Data in this exercise:

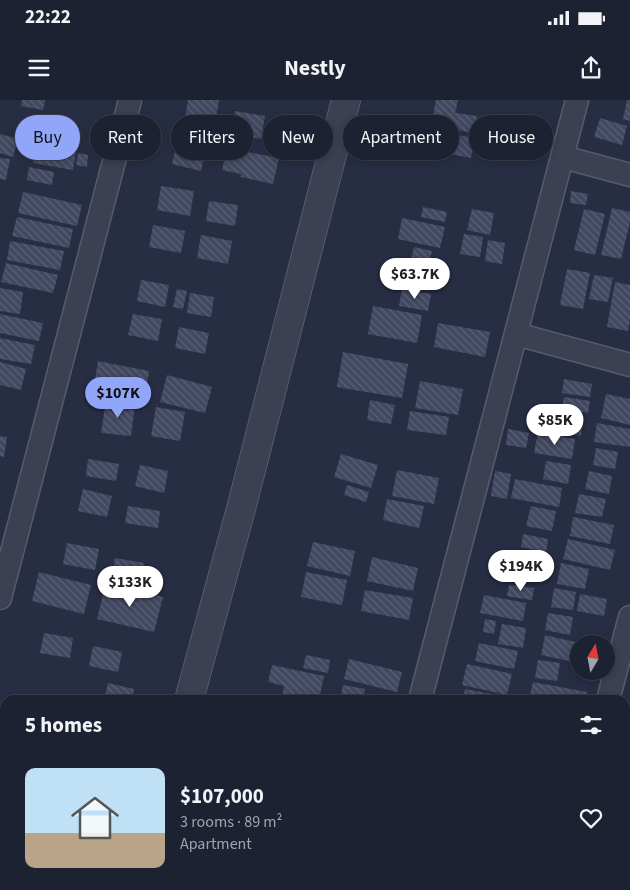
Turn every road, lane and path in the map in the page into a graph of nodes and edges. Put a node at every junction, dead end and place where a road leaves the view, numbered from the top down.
1 (130, 100) edge
2 (346, 100) edge
3 (577, 100) edge
4 (563, 157) junction
5 (630, 175) edge
6 (516, 334) junction
7 (630, 365) edge
8 (0, 598) edge
9 (630, 617) edge
10 (190, 695) edge
11 (421, 695) edge
12 (609, 695) edge

1 - 8 street
2 - 10 street
3 - 4 street
4 - 5 street
4 - 6 street
6 - 7 street
6 - 11 street
9 - 12 street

What to produce: In the printed copy, the material above must appear unchanged and without its pictures.

Written answer:
Turn every road, lane and path in the map in the page into a graph of nodes and edges. Put a node at every junction, dead end and place where a road leaves the view, numbered from the top down.
1 (130, 100) edge
2 (346, 100) edge
3 (577, 100) edge
4 (563, 157) junction
5 (630, 175) edge
6 (516, 334) junction
7 (630, 365) edge
8 (0, 598) edge
9 (630, 617) edge
10 (190, 695) edge
11 (421, 695) edge
12 (609, 695) edge

1 - 8 street
2 - 10 street
3 - 4 street
4 - 5 street
4 - 6 street
6 - 7 street
6 - 11 street
9 - 12 street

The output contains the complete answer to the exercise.